LISTED ENTRIES section start
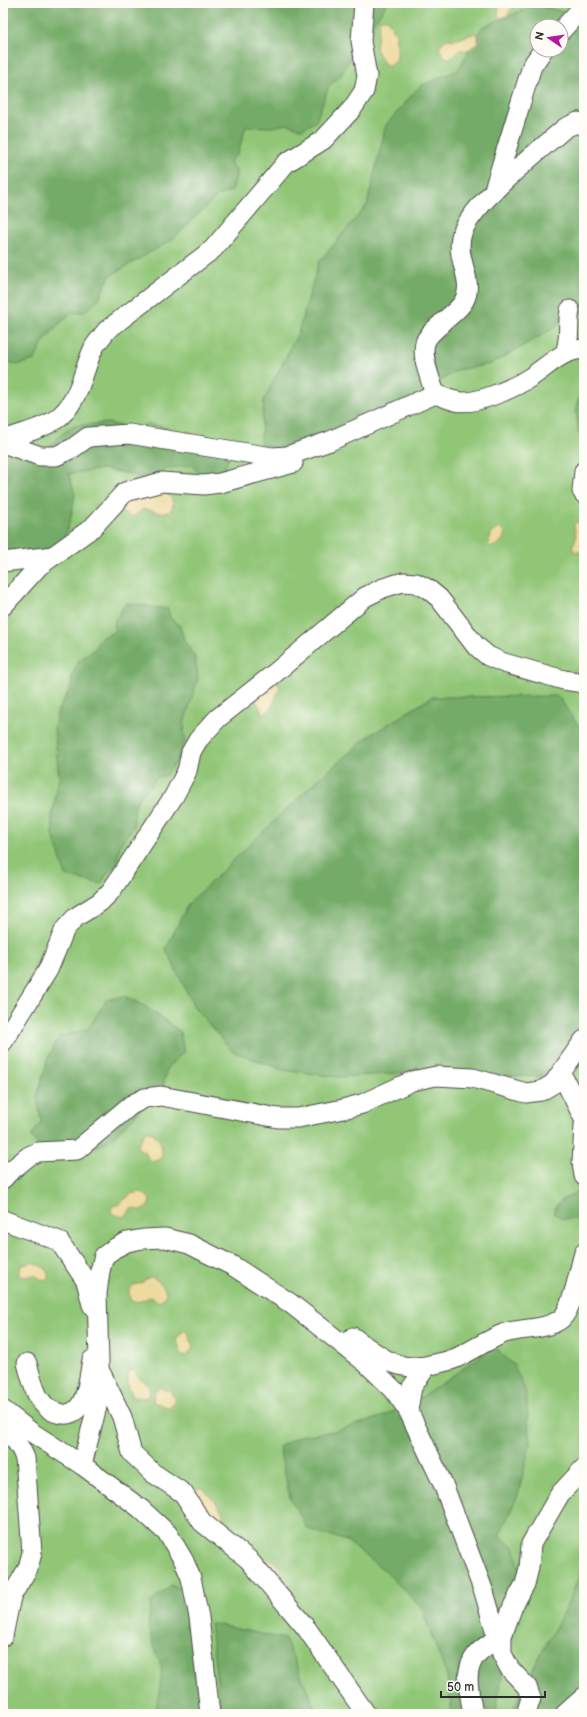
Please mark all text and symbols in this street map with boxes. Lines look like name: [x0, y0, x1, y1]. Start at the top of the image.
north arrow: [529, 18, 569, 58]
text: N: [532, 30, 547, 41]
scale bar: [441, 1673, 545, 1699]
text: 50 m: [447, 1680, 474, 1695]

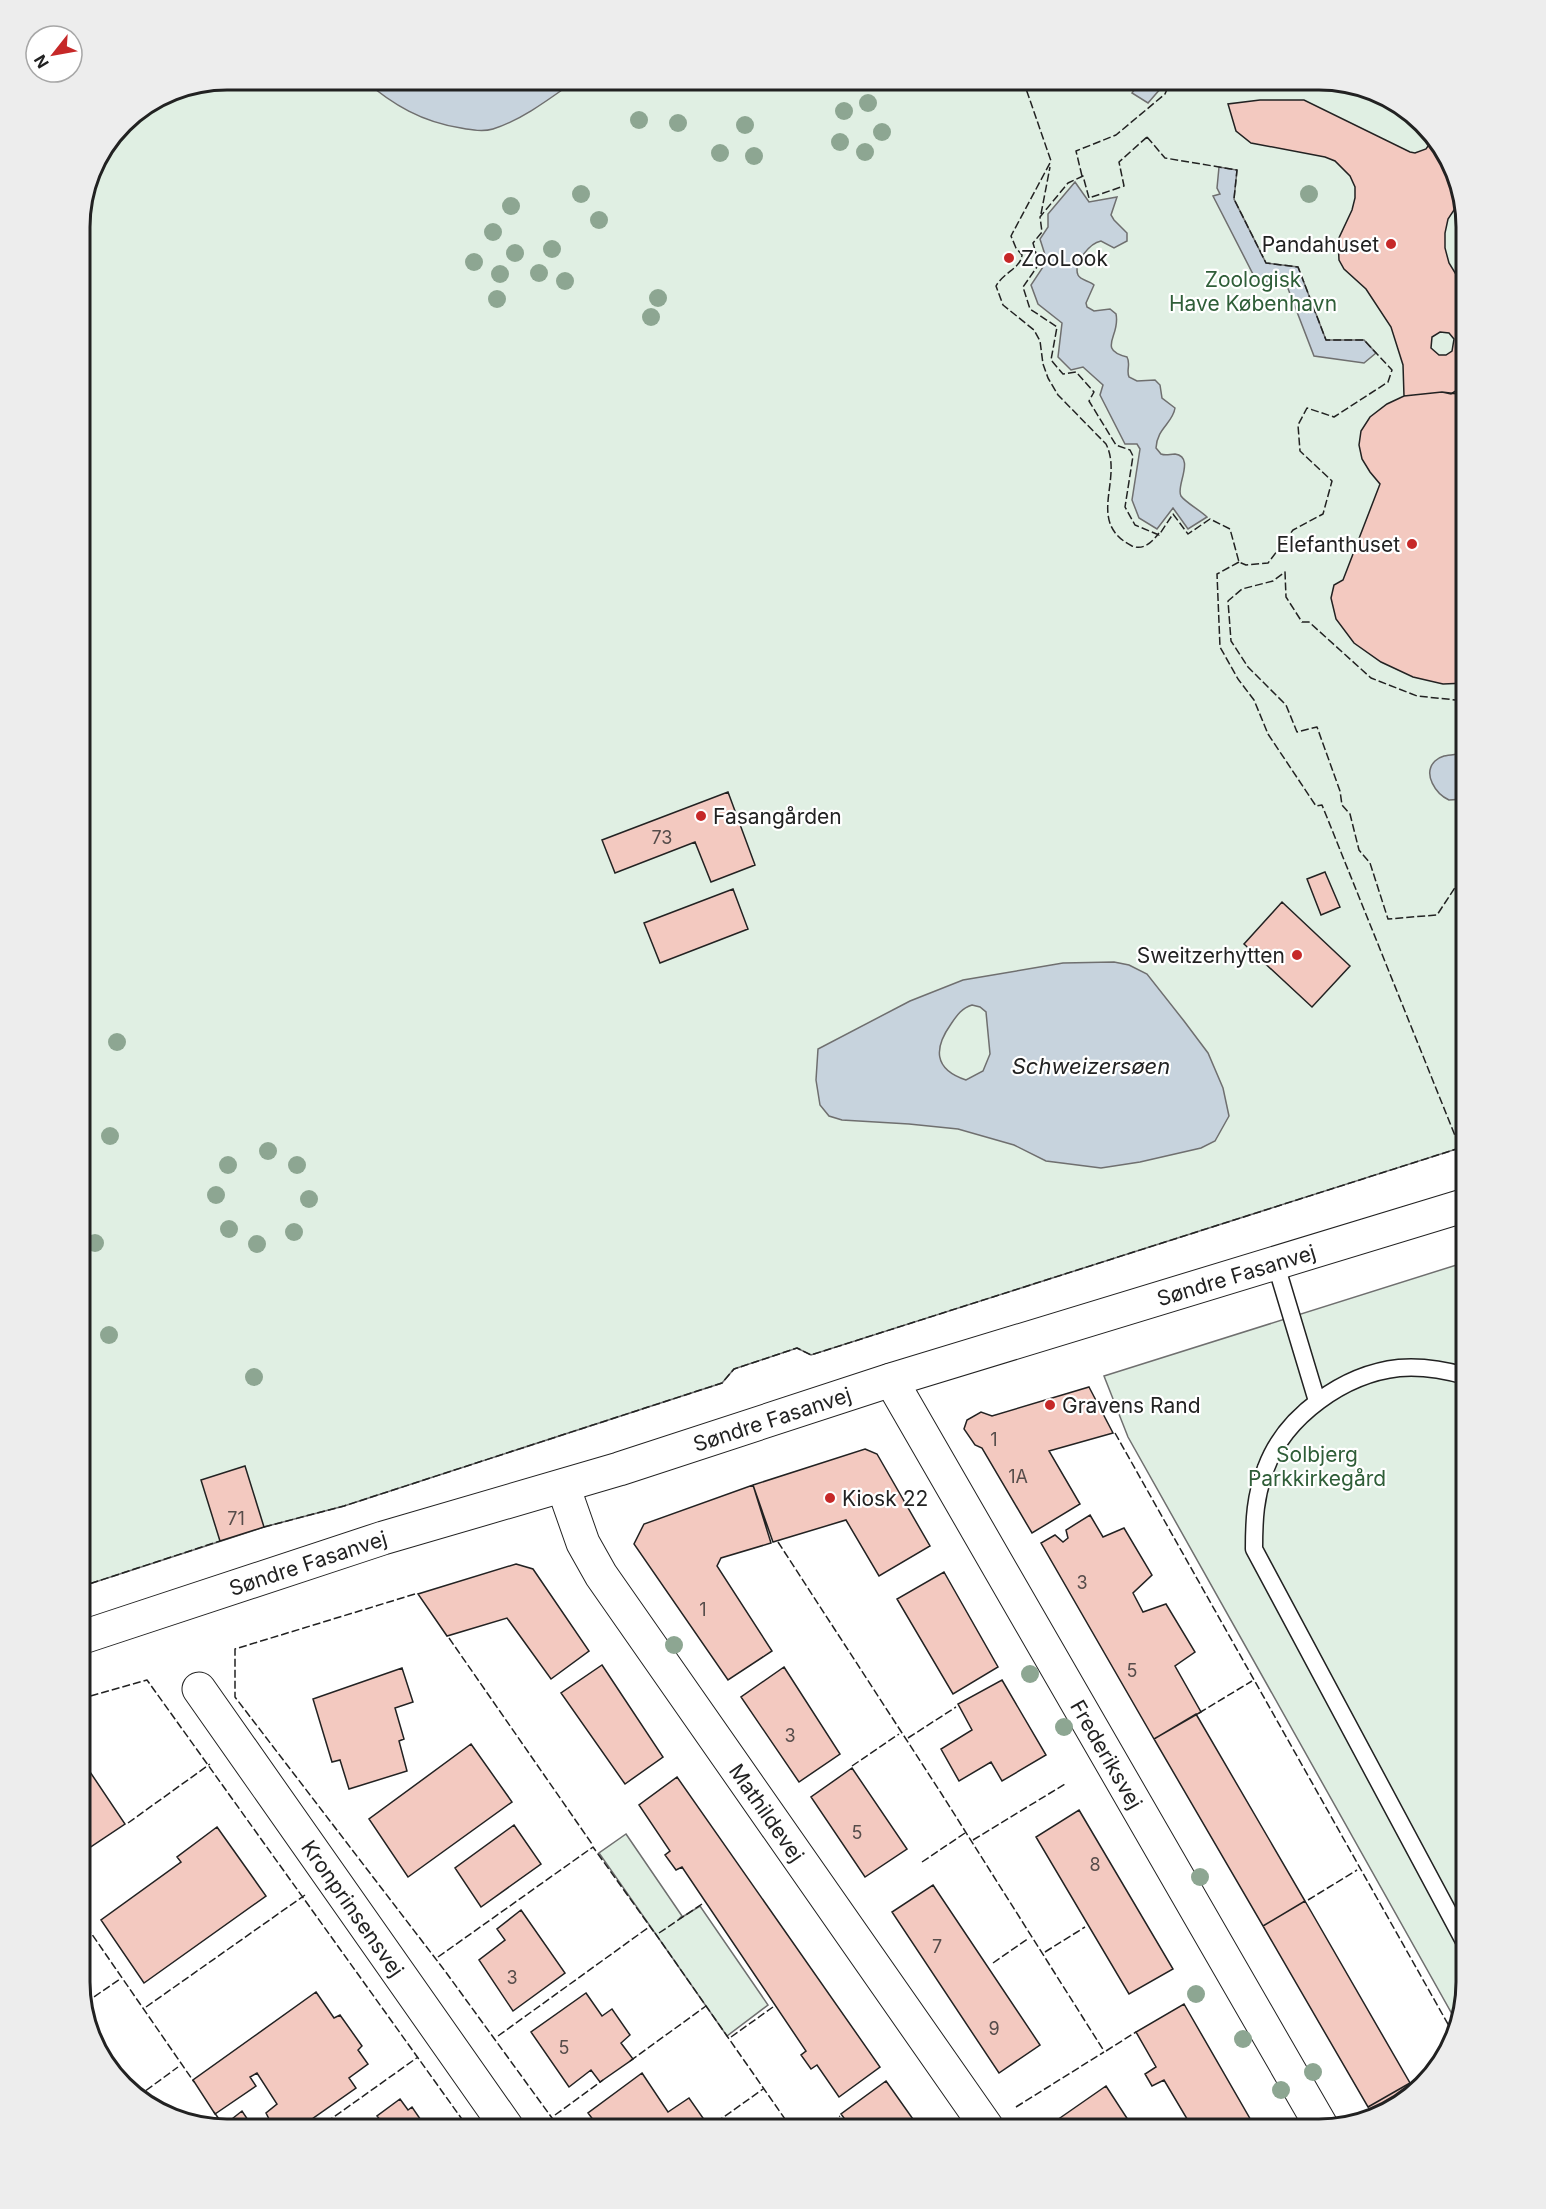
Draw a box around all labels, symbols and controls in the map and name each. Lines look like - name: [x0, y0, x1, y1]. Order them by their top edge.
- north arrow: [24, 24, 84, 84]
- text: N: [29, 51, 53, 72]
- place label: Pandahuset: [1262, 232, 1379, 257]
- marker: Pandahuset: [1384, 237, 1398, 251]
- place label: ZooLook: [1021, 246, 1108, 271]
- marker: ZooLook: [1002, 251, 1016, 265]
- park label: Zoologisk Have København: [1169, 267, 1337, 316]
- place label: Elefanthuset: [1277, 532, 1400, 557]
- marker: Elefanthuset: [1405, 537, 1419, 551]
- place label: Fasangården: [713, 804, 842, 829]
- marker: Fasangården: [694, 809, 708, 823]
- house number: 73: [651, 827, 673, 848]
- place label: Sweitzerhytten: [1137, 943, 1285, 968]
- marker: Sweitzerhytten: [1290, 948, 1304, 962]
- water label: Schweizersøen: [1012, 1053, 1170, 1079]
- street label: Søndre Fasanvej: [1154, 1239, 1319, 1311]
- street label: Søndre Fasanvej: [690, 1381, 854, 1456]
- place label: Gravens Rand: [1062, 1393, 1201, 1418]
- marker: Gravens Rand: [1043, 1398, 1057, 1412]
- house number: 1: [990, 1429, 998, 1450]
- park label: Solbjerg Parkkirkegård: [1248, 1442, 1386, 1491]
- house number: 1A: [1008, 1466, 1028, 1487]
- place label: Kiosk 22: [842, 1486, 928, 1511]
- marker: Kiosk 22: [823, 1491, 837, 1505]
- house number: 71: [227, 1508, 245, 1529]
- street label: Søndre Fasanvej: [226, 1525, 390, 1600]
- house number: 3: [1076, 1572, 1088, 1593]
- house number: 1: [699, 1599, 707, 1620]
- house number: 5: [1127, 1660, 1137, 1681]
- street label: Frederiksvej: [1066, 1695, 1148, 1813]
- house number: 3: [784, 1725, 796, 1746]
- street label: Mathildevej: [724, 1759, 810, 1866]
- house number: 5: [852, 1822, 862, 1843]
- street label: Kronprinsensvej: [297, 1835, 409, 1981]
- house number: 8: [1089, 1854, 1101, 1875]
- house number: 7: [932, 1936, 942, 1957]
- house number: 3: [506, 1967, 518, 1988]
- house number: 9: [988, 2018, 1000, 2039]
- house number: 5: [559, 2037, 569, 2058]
LISTED ENTRIES section end
EXERCISE OBJECTIVE
Go through the entries and copy every line with "arrow".

FINAL ANSWER
north arrow: [529, 18, 569, 58]
- north arrow: [24, 24, 84, 84]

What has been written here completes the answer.